Why nlohmann does not release memory

Question

Why nlohmann does not release memory

mohammad-nazari opened this issue 5 years ago · comments

We have two problems:
1- Why nlohmann use huge memory to parse data
2- After call parser in a function locally like below code it does not release memory. My JSON data size is about 8MB and the parser use more then 50MB for parsing. I parsed this JSON data 10 times and memory usage goes up to 600MB and after the function is finished memory did not released.

    GenerateNlohmann() {
      std::string filePath{FILE_ADDRESS};
      std::ifstream iFile(filePath.c_str(), std::ios::in);
      std::string data{};
      if (iFile.is_open()) {
        data = std::string((std::istreambuf_iterator<char>(iFile)),
                           std::istreambuf_iterator<char>()); // About 8MB size
        iFile.close();
      }
      if (!data.empty()) {
        nlohmann::json json = nlohmann::json::parse(data); // Use memory about 50MB
        std::vector<nlohmann::json> jsons{};
        for (int i = 0; i < 10; ++i) {
          nlohmann::json j = nlohmann::json::parse(data);
          jsons.emplace_back(j);
        }
        while (!jsons.empty()) {
          jsons.pop_back();
        }
      }
    }

        int main() {
          GenerateNlohmann();

    // Now memory usage is about 600MB
          std::cout << "Input a numberto exit" << std::endl;
          int i;
          std::cin >> i;

          return 0;
        }

Our platform is Ubuntu 18.04, CMake 3.15.3, g++ 7.4.0

Niels Lohmann · Answer 1 · Mon Feb 03 2020 20:38:44 GMT+0800 (China Standard Time)

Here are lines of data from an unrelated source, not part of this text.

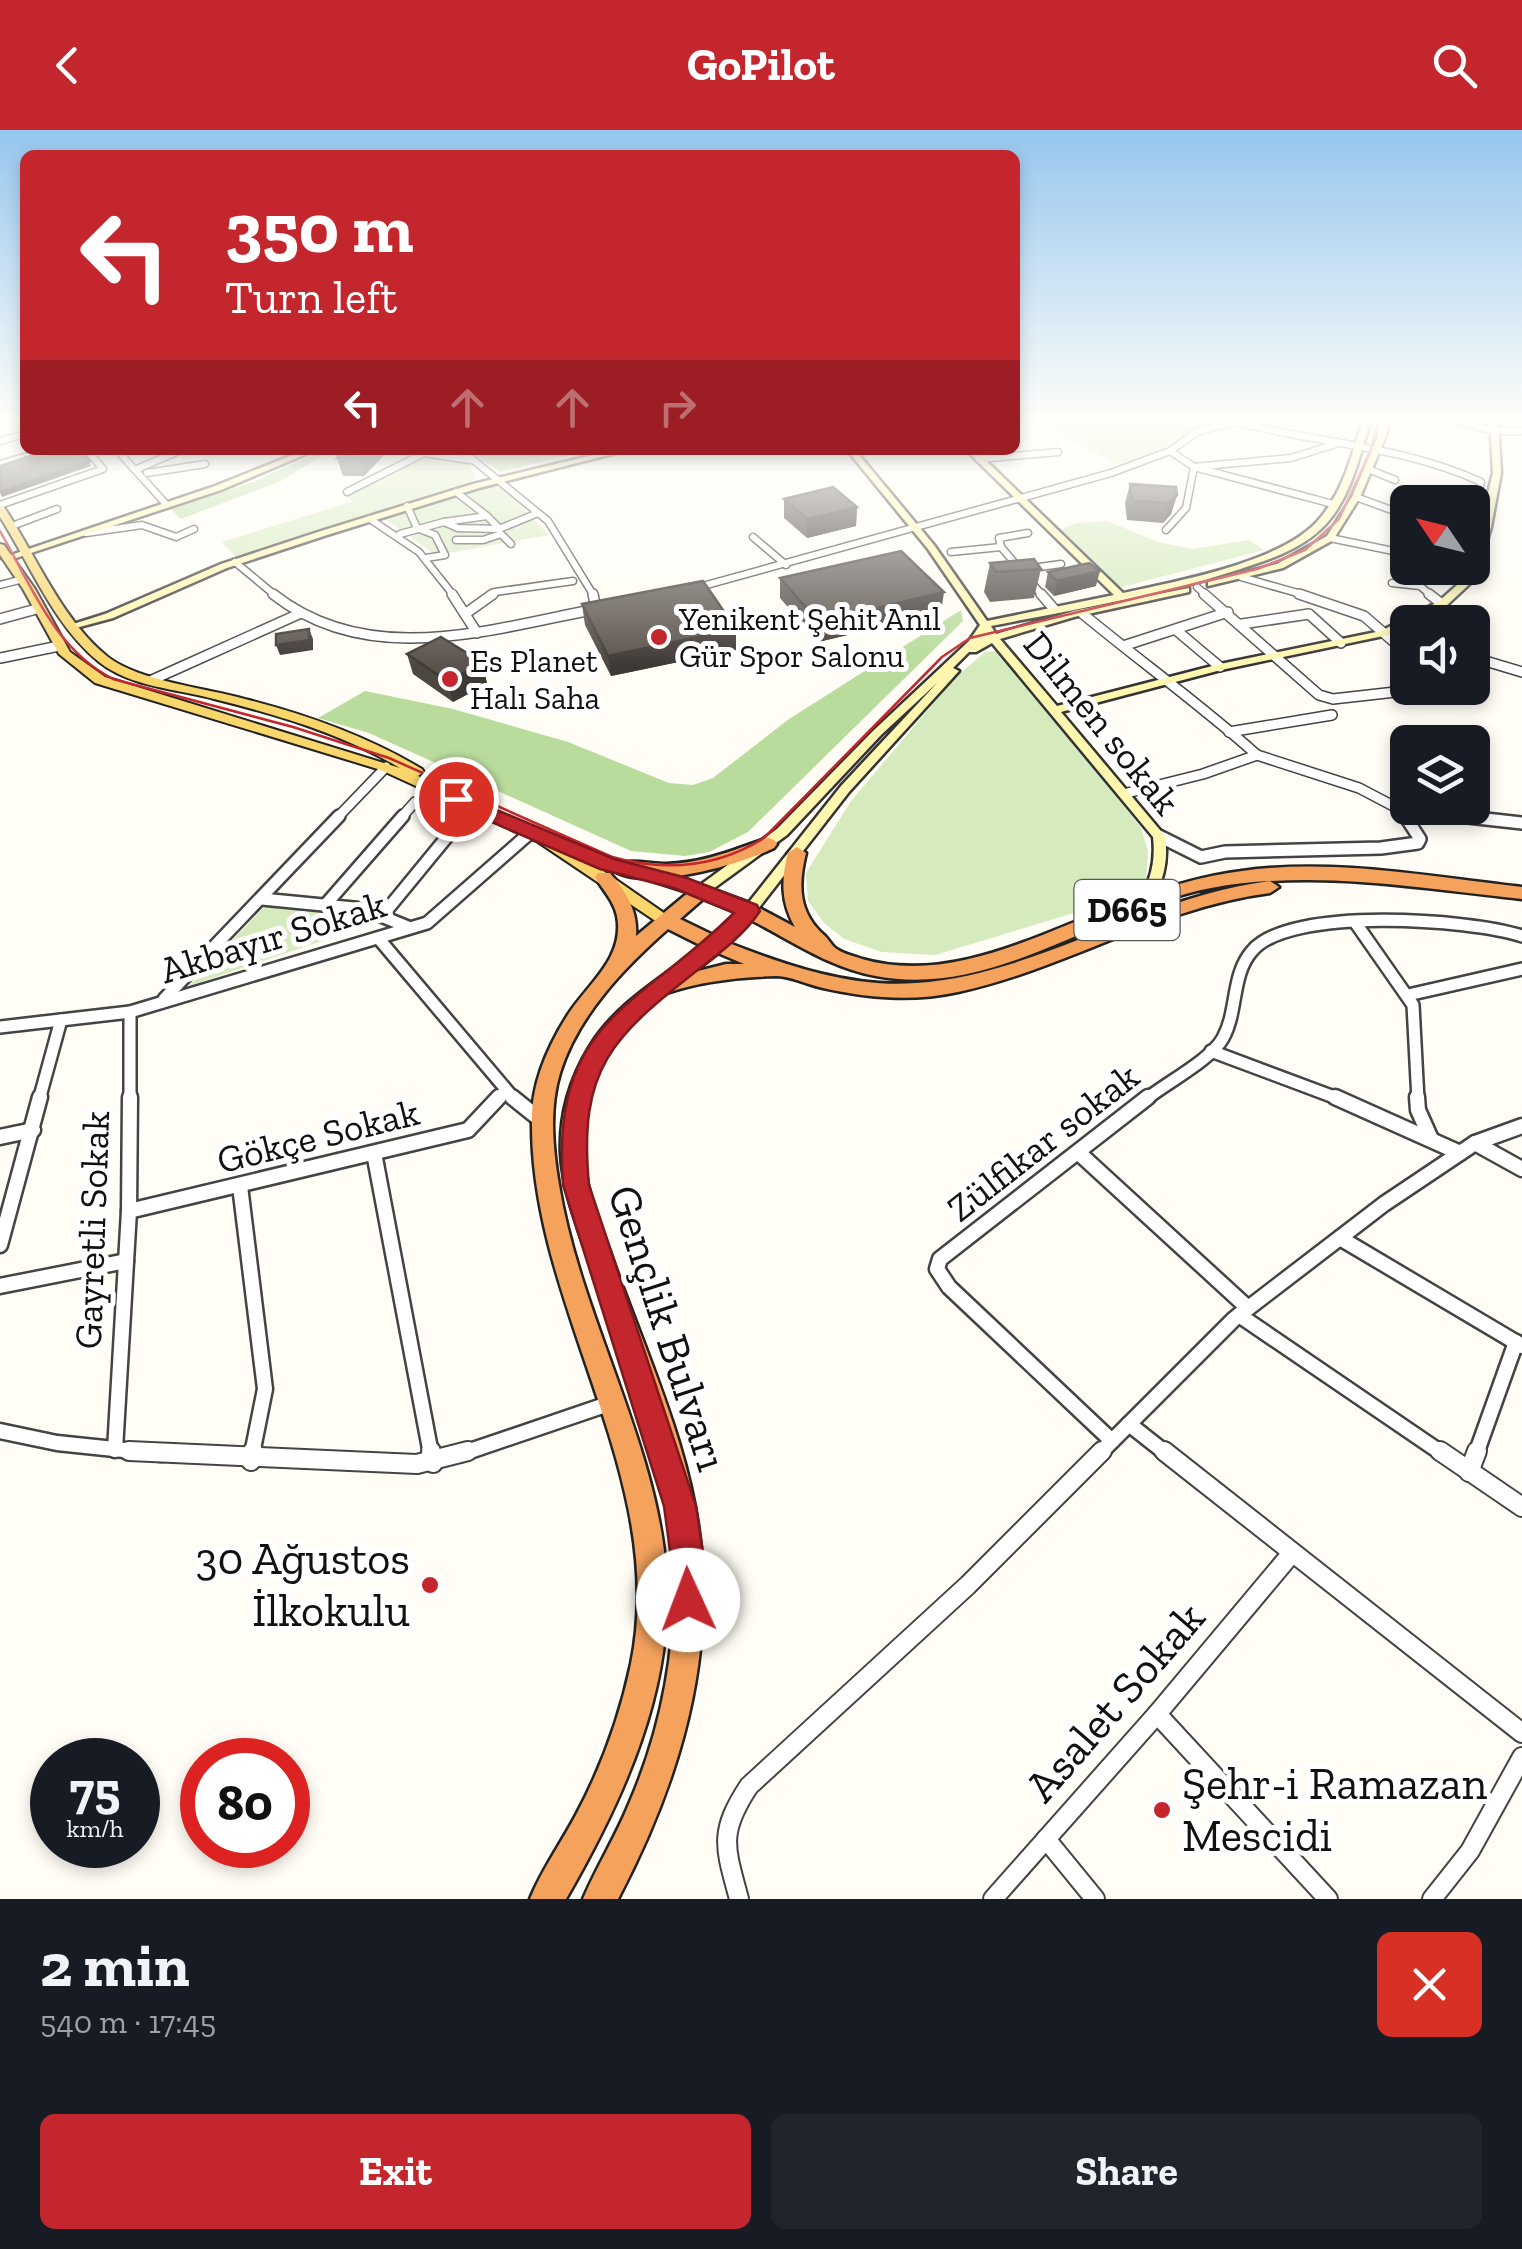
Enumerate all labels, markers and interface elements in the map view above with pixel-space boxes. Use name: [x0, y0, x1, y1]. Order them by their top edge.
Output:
icon: back: [40, 38, 95, 93]
text: GoPilot: [687, 38, 835, 92]
icon: search: [1427, 38, 1482, 93]
text: 350 m: [225, 186, 414, 270]
icon: left: [60, 190, 190, 320]
text: Turn left: [225, 271, 397, 325]
icon: left: [335, 380, 390, 435]
icon: ahead: [440, 380, 495, 435]
icon: ahead: [545, 380, 600, 435]
icon: right: [650, 380, 705, 435]
north arrow: [1390, 485, 1490, 585]
map controls: [1390, 485, 1490, 825]
place label: Yenikent Şehit Anıl Gür Spor Salonu: [678, 600, 941, 675]
button: sound: [1390, 605, 1490, 705]
street label: Dilmen sokak: [1014, 622, 1190, 824]
marker: Yenikent Şehit Anıl Gür Spor Salonu: [648, 626, 670, 648]
place label: Es Planet Halı Saha: [470, 642, 600, 717]
marker: Es Planet Halı Saha: [439, 668, 461, 690]
button: layers: [1390, 725, 1490, 825]
pin: [414, 757, 499, 842]
icon: arrive: [429, 772, 484, 827]
road number: D665: [1074, 880, 1180, 940]
street label: Akbayır Sokak: [154, 881, 392, 993]
street label: Zülfikar sokak: [938, 1053, 1148, 1231]
street label: Gökçe Sokak: [212, 1089, 424, 1183]
street label: Gayretli Sokak: [65, 1110, 119, 1350]
street label: Gençlik Bulvarı: [596, 1178, 740, 1478]
place label: 30 Ağustos İlkokulu: [196, 1532, 410, 1638]
position arrow: [636, 1548, 740, 1652]
marker: 30 Ağustos İlkokulu: [419, 1574, 441, 1596]
street label: Asalet Sokak: [1014, 1591, 1216, 1813]
speed limit sign: 80: [180, 1738, 310, 1868]
place label: Şehr-i Ramazan Mescidi: [1182, 1757, 1488, 1863]
text: 75: [70, 1761, 120, 1821]
marker: Şehr-i Ramazan Mescidi: [1151, 1799, 1173, 1821]
text: km/h: [66, 1813, 124, 1843]
text: 2 min: [40, 1929, 190, 2001]
button: close: [1377, 1932, 1482, 2037]
text: 540 m · 17:45: [40, 2003, 216, 2041]
button: Exit: [40, 2114, 751, 2229]
button: Share: [771, 2114, 1482, 2229]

This is strange, as the library does release all allocated memory in the destructor, and we have no issues with Valgrind and ASAN. I need to double check your code.

Mohammad Nazari · Answer 2 · Tue Feb 04 2020 02:42:03 GMT+0800 (China Standard Time)

Hi nlohmann, It is more strange if I say any things is OK in windows. So I am waiting for your response.
Thanks.

Isaac Nickaein · Answer 3 · Tue Feb 04 2020 19:56:33 GMT+0800 (China Standard Time)

This is indeed strange. It could be due to allocator not releasing memory and caching it for later use. More info here and here.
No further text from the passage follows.